- _Work request_:
Tally up the lines below that include the word "Right". Answer with the number alone.

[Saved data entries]

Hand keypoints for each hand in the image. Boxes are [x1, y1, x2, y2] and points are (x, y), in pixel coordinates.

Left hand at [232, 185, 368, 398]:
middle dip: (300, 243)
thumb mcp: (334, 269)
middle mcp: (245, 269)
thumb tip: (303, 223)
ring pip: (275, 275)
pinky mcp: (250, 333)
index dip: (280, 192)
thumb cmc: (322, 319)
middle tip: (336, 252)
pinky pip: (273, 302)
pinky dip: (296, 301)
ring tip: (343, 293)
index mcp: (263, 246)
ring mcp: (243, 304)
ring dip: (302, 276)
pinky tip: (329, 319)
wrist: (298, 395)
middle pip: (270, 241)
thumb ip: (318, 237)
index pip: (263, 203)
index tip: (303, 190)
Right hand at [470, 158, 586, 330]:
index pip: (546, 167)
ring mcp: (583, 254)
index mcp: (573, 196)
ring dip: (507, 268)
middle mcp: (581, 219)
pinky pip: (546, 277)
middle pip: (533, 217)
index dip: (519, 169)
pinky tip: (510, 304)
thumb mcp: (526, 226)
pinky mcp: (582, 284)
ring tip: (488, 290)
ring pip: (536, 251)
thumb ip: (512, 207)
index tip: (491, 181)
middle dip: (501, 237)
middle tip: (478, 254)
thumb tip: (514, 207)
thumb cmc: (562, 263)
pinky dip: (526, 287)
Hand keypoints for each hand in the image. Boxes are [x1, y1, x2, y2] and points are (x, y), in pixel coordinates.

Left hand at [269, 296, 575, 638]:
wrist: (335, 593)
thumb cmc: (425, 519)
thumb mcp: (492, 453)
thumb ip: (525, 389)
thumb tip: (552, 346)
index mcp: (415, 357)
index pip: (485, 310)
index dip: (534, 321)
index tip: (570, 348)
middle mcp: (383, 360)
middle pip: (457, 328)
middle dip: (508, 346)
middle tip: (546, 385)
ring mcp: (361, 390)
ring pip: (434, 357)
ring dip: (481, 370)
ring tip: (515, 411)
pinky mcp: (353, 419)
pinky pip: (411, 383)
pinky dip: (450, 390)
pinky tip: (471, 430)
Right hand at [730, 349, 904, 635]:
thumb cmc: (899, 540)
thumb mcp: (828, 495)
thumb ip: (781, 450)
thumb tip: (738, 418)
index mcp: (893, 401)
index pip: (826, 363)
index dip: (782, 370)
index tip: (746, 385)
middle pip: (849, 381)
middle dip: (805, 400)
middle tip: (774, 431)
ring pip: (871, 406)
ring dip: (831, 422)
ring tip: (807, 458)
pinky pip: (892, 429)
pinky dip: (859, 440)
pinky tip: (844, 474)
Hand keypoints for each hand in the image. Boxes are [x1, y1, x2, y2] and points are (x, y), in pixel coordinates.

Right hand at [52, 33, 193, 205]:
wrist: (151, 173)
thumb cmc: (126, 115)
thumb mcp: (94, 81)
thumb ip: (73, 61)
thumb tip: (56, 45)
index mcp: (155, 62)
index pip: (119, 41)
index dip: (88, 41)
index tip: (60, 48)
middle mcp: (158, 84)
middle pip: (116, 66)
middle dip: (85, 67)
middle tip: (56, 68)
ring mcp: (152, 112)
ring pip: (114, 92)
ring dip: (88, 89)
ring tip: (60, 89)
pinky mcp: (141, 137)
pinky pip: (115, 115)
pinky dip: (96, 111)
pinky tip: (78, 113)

- _Answer space_:
3